The Village Savings and Loans Association (VSLA)  in the Kassena-Nankana West District of the Upper East Region has lauded the efforts of the Organisation for Indigenous Initiatives and Sustainability (ORGIIS) -Ghana, for facilitating the establishment of credit union in the area to assist women groups who are into  small and medium enterprises (SMEs).

ORGIIS-Ghana is a non-governmental organisation that is into good governance of natural resource management as well as the empowering of women with the necessary skills to go into the processing of non-timber forest products, such as sheanut, dawadawa and baobab.

It also plays a major role by assisting the VSLAs to get good marketing by adding value to their products and exporting them for sale for the group. 

The VSLAs who are predominantly women engage in sheanut, dawadawa and baobab picking and processing, petty trading as well as animal rearing, made the commendation when a team from the Ghana Federation of Forest and Farm Producers (GhaFFaP) visited the group at the Navio community in the district on Saturday, to learn how the VSLAs operate.

Mrs ReginaTogiyiga, one of the executive members of the VSLAs stated that during the banking crisis the VLSAs in the district kept some of their money in some banks in the region as savings, but lost such  money leading to the folding up of  many of the VSLA members’ businesses.

The VSLAs numbering 12,362 made up of 11,034 females and 1,328 males, said they were benefiting enormously from the ORGISS Women’s Cooperative Union with lower interest and also able to expand their business and cater for their children. 

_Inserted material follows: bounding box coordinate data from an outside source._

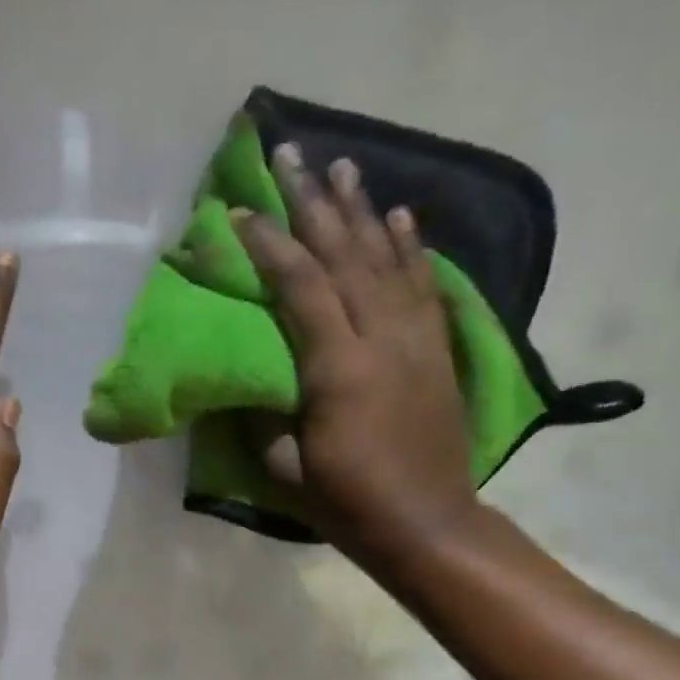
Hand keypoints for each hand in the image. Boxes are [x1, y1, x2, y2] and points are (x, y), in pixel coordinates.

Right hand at [234, 144, 478, 563]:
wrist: (427, 524)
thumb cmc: (348, 503)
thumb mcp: (286, 468)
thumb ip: (263, 418)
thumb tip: (247, 382)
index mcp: (338, 368)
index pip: (301, 287)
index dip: (270, 246)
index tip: (242, 211)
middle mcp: (381, 338)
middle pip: (345, 255)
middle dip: (314, 203)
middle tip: (292, 155)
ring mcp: (416, 340)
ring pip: (387, 260)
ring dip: (363, 210)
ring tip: (344, 165)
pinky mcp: (437, 351)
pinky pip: (425, 287)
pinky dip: (411, 250)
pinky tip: (401, 219)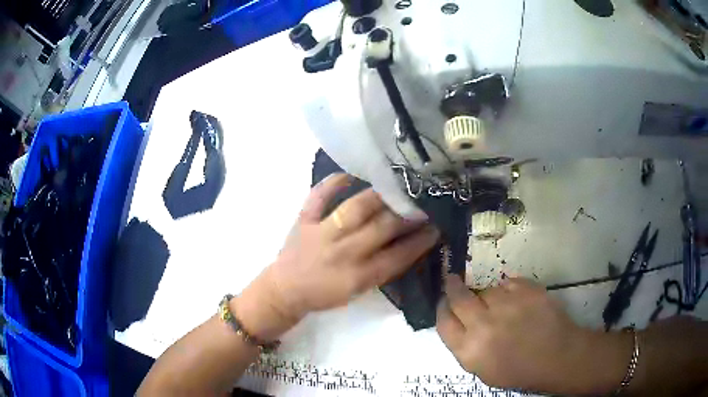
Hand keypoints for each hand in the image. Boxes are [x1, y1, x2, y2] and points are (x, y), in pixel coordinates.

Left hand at [239, 174, 438, 339]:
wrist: (285, 290)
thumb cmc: (325, 294)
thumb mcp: (359, 291)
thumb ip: (383, 269)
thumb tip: (409, 244)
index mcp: (359, 276)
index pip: (398, 256)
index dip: (420, 241)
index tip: (437, 227)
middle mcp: (343, 252)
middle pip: (382, 228)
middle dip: (407, 214)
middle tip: (424, 201)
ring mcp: (322, 233)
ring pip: (355, 209)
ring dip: (380, 196)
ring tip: (397, 185)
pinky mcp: (303, 220)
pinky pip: (318, 196)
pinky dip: (333, 182)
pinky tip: (350, 173)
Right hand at [437, 275, 616, 392]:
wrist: (556, 356)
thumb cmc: (519, 371)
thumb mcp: (482, 371)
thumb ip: (465, 348)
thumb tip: (458, 323)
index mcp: (469, 349)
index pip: (443, 322)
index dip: (441, 309)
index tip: (444, 302)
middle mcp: (483, 324)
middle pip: (458, 297)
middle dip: (453, 287)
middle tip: (453, 280)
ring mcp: (507, 304)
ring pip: (487, 289)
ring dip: (489, 296)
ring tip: (503, 307)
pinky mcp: (527, 289)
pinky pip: (509, 282)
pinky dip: (509, 290)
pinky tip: (517, 301)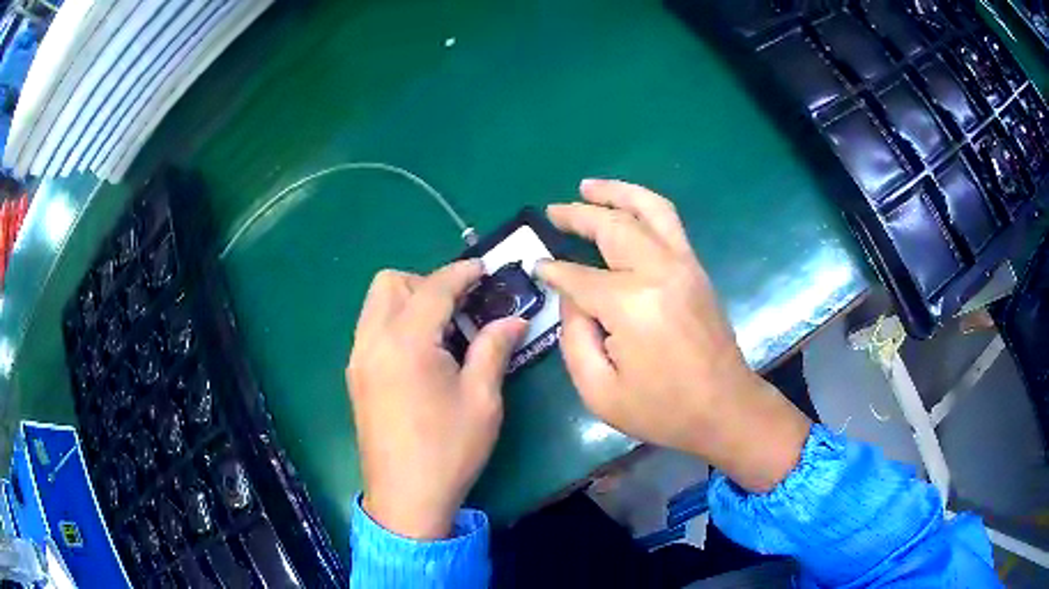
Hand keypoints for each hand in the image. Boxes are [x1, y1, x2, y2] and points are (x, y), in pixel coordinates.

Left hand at [347, 260, 526, 538]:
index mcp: (406, 343)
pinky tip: (421, 355)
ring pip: (375, 304)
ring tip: (441, 331)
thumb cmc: (449, 450)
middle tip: (458, 309)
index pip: (433, 287)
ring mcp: (358, 359)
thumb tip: (513, 320)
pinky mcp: (355, 376)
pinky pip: (371, 329)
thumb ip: (493, 349)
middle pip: (390, 283)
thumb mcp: (482, 400)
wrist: (405, 498)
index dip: (462, 272)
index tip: (485, 269)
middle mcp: (373, 341)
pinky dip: (395, 323)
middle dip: (426, 283)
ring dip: (408, 301)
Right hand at [537, 180, 810, 492]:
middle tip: (552, 210)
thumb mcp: (599, 390)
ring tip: (588, 186)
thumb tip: (571, 296)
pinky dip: (643, 205)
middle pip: (613, 227)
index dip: (554, 272)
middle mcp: (659, 272)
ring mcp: (684, 265)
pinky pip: (669, 222)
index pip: (580, 276)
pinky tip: (626, 207)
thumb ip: (574, 337)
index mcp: (632, 305)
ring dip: (617, 192)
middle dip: (578, 215)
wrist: (725, 408)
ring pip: (649, 209)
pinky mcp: (697, 269)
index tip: (536, 267)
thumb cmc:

The women groups also commended the NGO for forging partnership with Tree Aid Ghana to provide sheanut processing centres for them, and also providing good marketing for them.

The Programme Manager of ORGIIS –Ghana, Mr Clifford Amoah Adagenera, explained that the formation of the credit union was borne out of the banking crisis that hit the country two years ago,  leading to the duping of many bank  customers and traders by some private financial institutions.

“Such negative development led to the collapse of many of our women groups’ businesses and thereby affecting their livelihoods and their dignity and as an NGO which has been working with these women groups it felt it, and decided to form this credit union to rejuvenate their businesses,” he stressed.

He stated that the operational areas of the new credit union had been classified into six areas namely Pinda-Piokwaga, Buru, Chiana, Paga, Pungo and Koligo, adding that plans were also in place to upscale the credit union operations in the remaining places in the district.

Mr Abdul-Rahman Mohammed, a member of the GhaGhaFFaP, thanked the VLSAs and noted that they had learnt a lot from the governance structure and operation of the scheme and would replicate it in their respective communities.